«Mi ha detto che andava a Olbia»

Il compagno indagato per omicidio insiste: «È venuta a casa a maggio solo per prendere alcuni vestiti»

MOGORELLA. Ha tentennato e fatto confusione più volte. Ma a tutto ciò c’è una spiegazione: sono passate tante settimane e non c’è stato giorno di questi in cui Antonino Demelas non abbia pensato a quanto enorme fosse ciò che gli sta accadendo attorno. Non è solo dal momento della perquisizione e della consegna dell’avviso di garanzia per omicidio volontario, avvenute venerdì, che il pensionato di 69 anni si trova in una condizione di forte stress. Le sue giornate particolari sono iniziate molto prima, da quando la compagna Marina Castangia non è più in casa con lui.

Ecco allora spiegate certe risposte, a prima vista poco chiare, fornite durante l’interrogatorio – peraltro è durato quasi cinque ore ed è arrivato dopo un’intera giornata in cui la sua casa veniva esaminata in ogni dettaglio per capire se lì dentro si celasse qualche indizio utile per indirizzare l’inchiesta in maniera netta –. Invece no, al momento nulla di clamoroso sarebbe saltato fuori dall’ispezione del Reparto investigazioni scientifiche dei carabinieri. Dalla casa di via Vittorio Emanuele a Mogorella sono andati via con i telefonini di Antonino Demelas, con qualche altro oggetto e poco altro. Gli abiti che Marina Castangia aveva lasciato, sono rimasti negli armadi e i militari non li hanno portati con loro. I telefonini della donna invece erano stati già consegnati agli inquirenti nelle scorse settimane, sin dal momento in cui l’indagine per la sparizione della 60enne di Cabras, coordinata dal sostituto procuratore Armando Mammone, aveva incluso l’ipotesi dell’omicidio volontario.
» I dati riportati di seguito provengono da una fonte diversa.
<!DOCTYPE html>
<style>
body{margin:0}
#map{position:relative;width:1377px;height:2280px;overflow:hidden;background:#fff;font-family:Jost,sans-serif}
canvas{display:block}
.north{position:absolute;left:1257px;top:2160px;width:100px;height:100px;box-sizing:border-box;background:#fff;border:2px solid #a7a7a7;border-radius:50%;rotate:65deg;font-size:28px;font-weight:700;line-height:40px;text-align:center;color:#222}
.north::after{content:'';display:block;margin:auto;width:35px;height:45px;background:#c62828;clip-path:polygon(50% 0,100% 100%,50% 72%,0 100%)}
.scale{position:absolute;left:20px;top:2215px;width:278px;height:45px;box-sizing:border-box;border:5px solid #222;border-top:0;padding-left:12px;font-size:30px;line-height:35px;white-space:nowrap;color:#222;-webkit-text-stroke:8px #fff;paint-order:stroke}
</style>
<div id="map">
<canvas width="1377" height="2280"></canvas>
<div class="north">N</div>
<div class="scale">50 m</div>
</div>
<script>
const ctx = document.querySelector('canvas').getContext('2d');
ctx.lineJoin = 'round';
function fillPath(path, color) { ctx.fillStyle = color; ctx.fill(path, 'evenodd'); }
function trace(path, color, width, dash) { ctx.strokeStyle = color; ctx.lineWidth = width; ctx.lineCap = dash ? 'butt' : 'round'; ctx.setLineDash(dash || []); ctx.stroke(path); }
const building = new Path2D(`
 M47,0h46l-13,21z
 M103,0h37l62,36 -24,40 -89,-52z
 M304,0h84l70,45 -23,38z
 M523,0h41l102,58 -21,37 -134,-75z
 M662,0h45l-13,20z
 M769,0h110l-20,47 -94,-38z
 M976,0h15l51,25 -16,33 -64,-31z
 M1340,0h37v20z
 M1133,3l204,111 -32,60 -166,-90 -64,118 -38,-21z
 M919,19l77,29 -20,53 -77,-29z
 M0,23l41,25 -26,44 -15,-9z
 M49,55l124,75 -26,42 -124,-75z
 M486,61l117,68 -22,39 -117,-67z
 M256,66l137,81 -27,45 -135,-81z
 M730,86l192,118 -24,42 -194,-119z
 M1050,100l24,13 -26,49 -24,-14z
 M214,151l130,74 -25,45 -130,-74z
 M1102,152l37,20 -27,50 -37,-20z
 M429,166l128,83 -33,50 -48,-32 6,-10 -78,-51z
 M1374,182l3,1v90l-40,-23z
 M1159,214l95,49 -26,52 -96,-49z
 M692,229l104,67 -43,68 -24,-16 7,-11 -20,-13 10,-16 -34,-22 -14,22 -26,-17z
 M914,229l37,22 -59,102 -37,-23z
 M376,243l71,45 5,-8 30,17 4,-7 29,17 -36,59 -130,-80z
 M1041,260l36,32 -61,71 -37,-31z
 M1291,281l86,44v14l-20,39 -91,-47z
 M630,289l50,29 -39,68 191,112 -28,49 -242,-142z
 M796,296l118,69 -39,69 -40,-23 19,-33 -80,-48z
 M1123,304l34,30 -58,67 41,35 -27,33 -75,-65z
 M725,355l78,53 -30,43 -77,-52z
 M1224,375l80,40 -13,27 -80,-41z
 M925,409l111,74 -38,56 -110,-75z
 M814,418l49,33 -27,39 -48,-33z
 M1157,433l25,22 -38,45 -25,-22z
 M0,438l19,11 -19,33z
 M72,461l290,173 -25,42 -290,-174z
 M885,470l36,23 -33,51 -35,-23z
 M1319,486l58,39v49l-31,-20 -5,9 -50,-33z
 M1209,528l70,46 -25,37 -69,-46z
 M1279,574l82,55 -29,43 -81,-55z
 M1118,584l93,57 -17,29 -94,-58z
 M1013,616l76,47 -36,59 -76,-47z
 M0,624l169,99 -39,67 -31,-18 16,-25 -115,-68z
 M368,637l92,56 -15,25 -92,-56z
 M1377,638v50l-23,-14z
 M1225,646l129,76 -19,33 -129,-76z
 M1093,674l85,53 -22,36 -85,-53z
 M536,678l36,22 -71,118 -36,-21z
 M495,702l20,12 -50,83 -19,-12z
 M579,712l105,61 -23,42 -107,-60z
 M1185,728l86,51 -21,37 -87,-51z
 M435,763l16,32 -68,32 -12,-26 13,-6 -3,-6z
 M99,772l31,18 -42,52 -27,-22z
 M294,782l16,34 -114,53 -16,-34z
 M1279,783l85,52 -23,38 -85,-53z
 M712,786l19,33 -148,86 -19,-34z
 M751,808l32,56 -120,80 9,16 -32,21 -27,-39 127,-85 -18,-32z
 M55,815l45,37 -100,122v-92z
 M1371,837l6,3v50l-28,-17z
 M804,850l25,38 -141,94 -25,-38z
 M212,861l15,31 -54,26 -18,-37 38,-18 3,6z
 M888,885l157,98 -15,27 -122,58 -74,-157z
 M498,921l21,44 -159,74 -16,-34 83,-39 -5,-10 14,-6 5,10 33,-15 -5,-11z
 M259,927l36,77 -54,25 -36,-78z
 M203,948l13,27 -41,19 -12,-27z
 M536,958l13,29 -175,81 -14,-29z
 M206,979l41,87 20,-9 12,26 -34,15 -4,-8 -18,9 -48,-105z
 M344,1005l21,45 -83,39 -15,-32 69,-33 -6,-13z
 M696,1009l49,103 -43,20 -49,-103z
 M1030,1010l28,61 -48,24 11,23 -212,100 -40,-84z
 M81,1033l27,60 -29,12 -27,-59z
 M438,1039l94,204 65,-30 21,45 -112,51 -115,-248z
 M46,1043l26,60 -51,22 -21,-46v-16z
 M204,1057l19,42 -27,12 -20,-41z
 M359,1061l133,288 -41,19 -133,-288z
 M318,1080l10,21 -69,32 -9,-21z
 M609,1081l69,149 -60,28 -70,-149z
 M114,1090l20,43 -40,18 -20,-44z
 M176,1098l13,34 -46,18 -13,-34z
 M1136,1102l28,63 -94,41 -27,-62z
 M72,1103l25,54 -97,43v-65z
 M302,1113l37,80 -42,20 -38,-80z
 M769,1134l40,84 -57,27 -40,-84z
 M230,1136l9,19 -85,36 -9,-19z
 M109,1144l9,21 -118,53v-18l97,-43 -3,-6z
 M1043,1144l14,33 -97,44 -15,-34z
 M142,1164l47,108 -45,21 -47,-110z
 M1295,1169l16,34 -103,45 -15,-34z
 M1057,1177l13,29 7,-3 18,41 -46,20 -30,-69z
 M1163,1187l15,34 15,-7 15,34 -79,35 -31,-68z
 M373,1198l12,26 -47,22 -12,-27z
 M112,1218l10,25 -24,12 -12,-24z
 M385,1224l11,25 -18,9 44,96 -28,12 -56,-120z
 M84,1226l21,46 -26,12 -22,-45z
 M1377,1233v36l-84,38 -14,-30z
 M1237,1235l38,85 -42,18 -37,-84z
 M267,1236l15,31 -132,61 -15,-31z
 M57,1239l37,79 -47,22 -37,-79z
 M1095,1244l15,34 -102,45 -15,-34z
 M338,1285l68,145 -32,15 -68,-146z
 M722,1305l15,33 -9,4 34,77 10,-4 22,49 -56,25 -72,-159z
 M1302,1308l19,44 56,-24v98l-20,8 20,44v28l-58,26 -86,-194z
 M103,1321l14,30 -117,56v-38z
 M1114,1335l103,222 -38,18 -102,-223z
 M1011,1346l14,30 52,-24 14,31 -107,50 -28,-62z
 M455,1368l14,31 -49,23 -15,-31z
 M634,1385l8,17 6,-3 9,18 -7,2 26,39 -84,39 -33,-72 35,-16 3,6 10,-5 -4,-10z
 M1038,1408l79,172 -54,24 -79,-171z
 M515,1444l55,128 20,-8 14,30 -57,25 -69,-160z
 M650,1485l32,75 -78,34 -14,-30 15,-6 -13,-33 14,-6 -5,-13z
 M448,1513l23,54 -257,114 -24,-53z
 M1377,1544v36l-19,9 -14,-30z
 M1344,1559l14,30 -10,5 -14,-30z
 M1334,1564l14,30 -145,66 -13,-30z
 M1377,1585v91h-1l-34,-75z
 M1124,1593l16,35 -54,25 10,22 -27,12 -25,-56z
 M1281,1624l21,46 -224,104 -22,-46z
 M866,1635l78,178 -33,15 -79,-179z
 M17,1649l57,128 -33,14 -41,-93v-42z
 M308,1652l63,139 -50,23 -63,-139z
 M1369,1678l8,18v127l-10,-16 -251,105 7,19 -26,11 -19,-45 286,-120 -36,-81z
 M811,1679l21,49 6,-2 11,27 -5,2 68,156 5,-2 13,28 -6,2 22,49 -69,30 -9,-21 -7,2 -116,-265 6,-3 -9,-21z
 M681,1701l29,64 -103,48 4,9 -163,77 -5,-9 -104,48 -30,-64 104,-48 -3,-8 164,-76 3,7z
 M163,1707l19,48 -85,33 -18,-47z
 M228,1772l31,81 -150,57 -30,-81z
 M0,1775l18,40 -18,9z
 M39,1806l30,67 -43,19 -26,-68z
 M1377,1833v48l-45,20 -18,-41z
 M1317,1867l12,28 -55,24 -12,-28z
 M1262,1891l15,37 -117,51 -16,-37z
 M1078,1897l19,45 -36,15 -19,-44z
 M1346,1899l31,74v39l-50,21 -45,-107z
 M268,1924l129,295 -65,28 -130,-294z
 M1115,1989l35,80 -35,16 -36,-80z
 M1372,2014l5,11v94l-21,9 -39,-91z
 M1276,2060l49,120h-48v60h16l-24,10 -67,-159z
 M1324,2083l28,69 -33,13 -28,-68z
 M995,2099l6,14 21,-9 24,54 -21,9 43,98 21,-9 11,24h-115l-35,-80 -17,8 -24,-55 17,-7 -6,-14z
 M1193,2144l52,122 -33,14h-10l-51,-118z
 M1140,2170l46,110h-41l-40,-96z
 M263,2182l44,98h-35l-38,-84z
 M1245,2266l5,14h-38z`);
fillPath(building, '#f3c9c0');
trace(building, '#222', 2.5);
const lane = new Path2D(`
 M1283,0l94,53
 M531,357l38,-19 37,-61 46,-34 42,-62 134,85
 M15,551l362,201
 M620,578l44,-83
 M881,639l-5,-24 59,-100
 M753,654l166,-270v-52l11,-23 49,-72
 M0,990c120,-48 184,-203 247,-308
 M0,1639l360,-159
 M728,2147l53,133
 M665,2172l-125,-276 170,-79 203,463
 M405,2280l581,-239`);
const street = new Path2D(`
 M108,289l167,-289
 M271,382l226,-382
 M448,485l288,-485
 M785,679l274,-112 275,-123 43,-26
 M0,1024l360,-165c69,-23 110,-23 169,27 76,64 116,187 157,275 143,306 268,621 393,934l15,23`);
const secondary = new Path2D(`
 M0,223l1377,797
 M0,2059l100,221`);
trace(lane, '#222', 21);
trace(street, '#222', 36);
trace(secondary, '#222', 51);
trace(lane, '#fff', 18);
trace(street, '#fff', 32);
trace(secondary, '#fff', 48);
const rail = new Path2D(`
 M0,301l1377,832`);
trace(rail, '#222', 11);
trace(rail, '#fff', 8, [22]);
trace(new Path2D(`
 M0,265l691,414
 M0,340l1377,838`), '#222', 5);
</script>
Del resto non è la prima volta che Antonino Demelas si ritrova davanti a chi indaga. Quando i figli della signora avevano fatto formare denuncia di scomparsa, era stato uno dei primi a essere interrogato. In quell’occasione aveva consegnato anche tre telefonini della compagna che non li aveva portati con sé in quella che, senza elementi che provino il contrario, rimane una sparizione volontaria. È però una spiegazione a cui gli inquirenti non credono più di tanto. Qualcosa, sin dal primo interrogatorio allora eseguito senza avvocato difensore perché Antonino Demelas non era indagato, non aveva convinto procura e carabinieri che hanno così deciso di effettuare la perquisizione – la casa non è stata messa sotto sequestro – e il secondo interrogatorio.

Venerdì in caserma l’anziano è rimasto molto più a lungo rispetto a quanto accaduto ai primi di maggio e soprattutto non era solo. Al suo fianco c’era l’avvocatessa Monica Masia, segno che la sua posizione è ora quella su cui si concentrano i riflettori della procura. Sull’esito dell’ultimo interrogatorio è trapelato ben poco. Qualcosa però si sa ed è che, nonostante l’insistenza degli inquirenti e diverse imprecisioni, la versione di Antonino Demelas è rimasta la stessa: Marina Castangia è sparita per sua scelta. L’indagato continua a ripetere la stessa storia ovvero che la compagna aveva trovato ospitalità a casa del fratello di lei e che poi era riuscita a convincerla a far ritorno a Mogorella a fine febbraio. Ripete che per qualche settimana hanno nuovamente vissuto insieme, prima che lei, a marzo, decidesse di andare a Terralba. Ripete che l’8 maggio Marina Castangia è tornata a Mogorella per prendere qualche vestito perché doveva andare a Olbia con delle amiche. Chi siano queste amiche non si sa – non le ha viste – e nemmeno perché non l’abbia fermata chiedendo ulteriori spiegazioni. Va ripetendo che da Marina Castangia, una donna dal carattere assai incostante, c’erano da aspettarsi cose del genere. È per questo che non ne aveva denunciato la scomparsa.